Keywords: Spinal muscular atrophy, stem cells, mass spectrometry, proteomics


Spinal Muscular Atrophy (SMA), the most prevalent hereditary motor neuron disease, is marked by degeneration of lower motor neurons (MN) in the spinal cord and brainstem, leading to progressive weakness and skeletal muscle atrophy (Murayama et al. 1991). SMA affects 4–10 per 100,000 live births (Burd et al. 1991), with 1 in 40–75 people being carriers. It impacts children health internationally with no apparent selective penetrance by race or gender. There is no currently no cure. Clinical severity is related to the level of the disease associated survival motor neuron (smn) protein, with the most severe subtype showing an onset between 0–6 months of age and death usually occurring by 24 months of age from respiratory complications. Currently, the only biochemical biomarker for SMA relies on SMN mRNA or protein measurements. SMA is caused by homozygous deletions or other mutations in the telomeric copy of the survival motor neuron gene (SMN1) on chromosome 5q13 (Brzustowicz et al. 1990). Ninety-five percent of SMA patients were found to have a deleted exon 7 of SMN1 (Lefebvre et al. 1995; Ogino and Wilson, 2004). The same chromosome also contains one or more duplicate copies of the SMN2 gene, found closer to the centromere (Lefebvre et al. 1995). SMN2 differs from SMN1 by at least a single nucleotide change, which alters the splicing of the transcript from SMN2 (Lorson et al. 1999; Monani et al. 1999). This results in truncated smn transcripts that lack exon 7. The copy number and expression from SMN2 can vary from patient to patient. The severity and progression of SMA varies with copy number and/or level of Smn2 (Wurth 2000).

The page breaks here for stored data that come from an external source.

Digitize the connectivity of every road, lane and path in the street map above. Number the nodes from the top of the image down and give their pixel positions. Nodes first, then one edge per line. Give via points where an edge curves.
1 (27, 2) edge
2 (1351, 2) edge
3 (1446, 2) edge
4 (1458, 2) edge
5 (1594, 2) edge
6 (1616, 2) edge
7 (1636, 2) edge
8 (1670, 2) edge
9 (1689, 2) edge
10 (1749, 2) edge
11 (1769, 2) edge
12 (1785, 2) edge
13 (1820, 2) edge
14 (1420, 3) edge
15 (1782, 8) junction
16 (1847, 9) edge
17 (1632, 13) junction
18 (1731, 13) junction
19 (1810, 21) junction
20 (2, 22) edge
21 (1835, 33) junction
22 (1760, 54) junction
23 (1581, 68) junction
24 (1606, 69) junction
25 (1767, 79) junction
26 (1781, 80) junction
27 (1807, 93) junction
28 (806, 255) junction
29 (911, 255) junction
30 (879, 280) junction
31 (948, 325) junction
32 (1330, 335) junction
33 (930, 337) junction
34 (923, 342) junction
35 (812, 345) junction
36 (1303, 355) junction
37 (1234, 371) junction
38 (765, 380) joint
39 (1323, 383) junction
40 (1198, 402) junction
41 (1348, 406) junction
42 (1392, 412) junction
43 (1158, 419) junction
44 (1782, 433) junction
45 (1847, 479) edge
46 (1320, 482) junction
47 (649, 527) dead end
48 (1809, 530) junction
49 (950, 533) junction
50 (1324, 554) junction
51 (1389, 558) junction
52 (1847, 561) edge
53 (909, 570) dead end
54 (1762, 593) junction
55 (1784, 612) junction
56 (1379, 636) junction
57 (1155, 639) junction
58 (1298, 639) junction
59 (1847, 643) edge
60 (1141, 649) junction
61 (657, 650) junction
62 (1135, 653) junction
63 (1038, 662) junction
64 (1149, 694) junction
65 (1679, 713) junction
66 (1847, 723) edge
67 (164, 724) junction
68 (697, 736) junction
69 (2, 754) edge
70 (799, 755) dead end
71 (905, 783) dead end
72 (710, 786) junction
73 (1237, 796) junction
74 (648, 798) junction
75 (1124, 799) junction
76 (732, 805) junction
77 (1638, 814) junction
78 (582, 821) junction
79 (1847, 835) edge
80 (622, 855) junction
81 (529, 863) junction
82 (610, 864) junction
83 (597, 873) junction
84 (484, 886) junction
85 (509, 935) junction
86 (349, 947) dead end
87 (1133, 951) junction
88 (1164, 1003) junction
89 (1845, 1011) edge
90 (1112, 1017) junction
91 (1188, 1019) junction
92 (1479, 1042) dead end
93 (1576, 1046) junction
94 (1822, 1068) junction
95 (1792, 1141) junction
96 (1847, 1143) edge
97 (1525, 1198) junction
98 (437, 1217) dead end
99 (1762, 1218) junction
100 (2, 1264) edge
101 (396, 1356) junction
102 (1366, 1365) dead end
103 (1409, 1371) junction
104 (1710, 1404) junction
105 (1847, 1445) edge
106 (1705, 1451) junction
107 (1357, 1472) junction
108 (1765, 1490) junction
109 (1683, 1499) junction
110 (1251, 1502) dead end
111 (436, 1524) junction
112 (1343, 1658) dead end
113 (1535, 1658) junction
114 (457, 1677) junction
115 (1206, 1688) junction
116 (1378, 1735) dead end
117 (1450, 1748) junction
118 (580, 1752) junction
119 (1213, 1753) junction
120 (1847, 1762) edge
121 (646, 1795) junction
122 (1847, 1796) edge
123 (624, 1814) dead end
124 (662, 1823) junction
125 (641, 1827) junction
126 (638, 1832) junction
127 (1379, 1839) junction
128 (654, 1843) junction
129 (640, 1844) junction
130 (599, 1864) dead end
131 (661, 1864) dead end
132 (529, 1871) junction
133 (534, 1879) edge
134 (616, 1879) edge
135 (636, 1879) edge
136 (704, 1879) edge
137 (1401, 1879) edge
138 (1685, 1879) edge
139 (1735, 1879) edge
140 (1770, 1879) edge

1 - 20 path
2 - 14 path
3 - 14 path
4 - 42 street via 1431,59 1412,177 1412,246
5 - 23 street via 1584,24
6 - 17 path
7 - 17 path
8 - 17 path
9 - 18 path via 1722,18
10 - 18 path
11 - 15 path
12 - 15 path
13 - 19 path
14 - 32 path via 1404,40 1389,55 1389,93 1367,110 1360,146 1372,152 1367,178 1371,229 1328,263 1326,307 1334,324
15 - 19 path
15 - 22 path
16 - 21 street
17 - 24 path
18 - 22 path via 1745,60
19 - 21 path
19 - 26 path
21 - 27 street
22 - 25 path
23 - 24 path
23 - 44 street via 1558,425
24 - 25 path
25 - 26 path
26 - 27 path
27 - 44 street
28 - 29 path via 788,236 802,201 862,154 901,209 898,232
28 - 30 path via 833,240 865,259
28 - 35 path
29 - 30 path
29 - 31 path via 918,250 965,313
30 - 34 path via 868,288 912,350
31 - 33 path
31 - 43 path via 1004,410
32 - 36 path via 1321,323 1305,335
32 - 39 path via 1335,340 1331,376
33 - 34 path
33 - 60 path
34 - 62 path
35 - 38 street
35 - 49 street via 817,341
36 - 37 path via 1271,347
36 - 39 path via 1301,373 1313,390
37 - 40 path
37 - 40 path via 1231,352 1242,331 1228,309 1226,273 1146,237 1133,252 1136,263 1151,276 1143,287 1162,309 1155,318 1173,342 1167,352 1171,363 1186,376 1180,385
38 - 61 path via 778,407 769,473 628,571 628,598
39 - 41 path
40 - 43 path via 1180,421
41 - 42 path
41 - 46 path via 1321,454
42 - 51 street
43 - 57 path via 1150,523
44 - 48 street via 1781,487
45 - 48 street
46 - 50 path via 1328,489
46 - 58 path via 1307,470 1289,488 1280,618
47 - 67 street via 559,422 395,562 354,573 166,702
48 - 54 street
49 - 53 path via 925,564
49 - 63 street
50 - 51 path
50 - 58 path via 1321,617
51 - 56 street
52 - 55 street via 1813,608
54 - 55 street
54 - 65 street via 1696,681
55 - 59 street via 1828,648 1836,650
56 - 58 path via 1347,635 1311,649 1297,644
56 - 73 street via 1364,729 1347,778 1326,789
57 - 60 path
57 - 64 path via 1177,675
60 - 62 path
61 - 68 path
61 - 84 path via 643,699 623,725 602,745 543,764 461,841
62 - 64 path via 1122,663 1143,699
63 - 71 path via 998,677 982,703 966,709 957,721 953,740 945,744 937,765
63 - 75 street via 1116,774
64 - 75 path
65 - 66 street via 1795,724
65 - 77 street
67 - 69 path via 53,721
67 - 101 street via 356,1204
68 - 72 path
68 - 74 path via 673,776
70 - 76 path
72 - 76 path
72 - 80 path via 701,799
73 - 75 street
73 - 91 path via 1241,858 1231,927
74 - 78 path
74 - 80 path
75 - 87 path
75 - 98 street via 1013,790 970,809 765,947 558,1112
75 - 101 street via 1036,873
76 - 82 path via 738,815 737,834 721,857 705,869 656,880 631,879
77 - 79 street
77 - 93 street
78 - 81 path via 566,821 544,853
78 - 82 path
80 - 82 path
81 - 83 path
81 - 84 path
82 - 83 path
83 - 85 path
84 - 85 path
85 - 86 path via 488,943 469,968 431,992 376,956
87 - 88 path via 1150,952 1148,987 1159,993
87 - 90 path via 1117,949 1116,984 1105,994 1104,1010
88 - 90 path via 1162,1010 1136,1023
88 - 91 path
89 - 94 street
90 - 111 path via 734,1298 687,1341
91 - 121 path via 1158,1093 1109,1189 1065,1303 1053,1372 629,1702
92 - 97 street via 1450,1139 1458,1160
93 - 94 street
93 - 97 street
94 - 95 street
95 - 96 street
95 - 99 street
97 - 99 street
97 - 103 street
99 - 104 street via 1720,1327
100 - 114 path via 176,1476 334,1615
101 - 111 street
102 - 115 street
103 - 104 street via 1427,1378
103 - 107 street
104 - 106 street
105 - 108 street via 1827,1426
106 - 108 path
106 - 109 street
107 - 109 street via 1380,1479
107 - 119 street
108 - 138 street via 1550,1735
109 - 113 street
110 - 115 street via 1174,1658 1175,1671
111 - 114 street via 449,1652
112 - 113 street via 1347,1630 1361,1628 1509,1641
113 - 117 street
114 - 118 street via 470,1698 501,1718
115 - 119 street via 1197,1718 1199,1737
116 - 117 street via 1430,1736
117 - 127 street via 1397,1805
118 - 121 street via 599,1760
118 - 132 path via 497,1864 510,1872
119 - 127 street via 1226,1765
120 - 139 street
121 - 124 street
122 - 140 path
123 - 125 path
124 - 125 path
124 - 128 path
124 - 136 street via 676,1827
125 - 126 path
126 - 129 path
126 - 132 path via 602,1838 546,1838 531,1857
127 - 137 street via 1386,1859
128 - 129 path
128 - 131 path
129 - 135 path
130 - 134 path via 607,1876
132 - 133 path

Smn protein is present in all cell types, and all cells, with the notable exception of anterior horn cells, can tolerate low Smn levels (reviewed by Burghes and Beattie 2009). It is unclear how defects in this ubiquitously expressed SMN gene result in alpha motor neuron degeneration leaving other tissues ostensibly unaffected. Smn is present in the nucleus and cytoplasm, in association with ribonucleo-protein (RNP) complexes that play a role in RNA processing. This complex is formed by interactions of numerous small nuclear riboproteins (U RNP1-6) and catalyzes pre-mRNA splicing (Meister et al. 2001). Smn loss affects pre-mRNA splicing in transcripts of many tissues, suggesting non-fatal effects of smn loss across cell types, not only in motor neurons (Fischer et al. 1997; Zhang et al. 2008; Bowerman et al. 2009). It is unclear why defects in this ubiquitously expressed gene leaves other tissues ostensibly unaffected. It is also unclear how smn affects functional integrity in anterior horn cells and their axons (Gubitz et al. 2004), although our previous work showed that smn depletion in neuronal cells leads to decreased differentiation and growth, lowered viability, mitochondrial dysfunction and apoptosis (Parker et al. 2008; Acsadi et al. 2009).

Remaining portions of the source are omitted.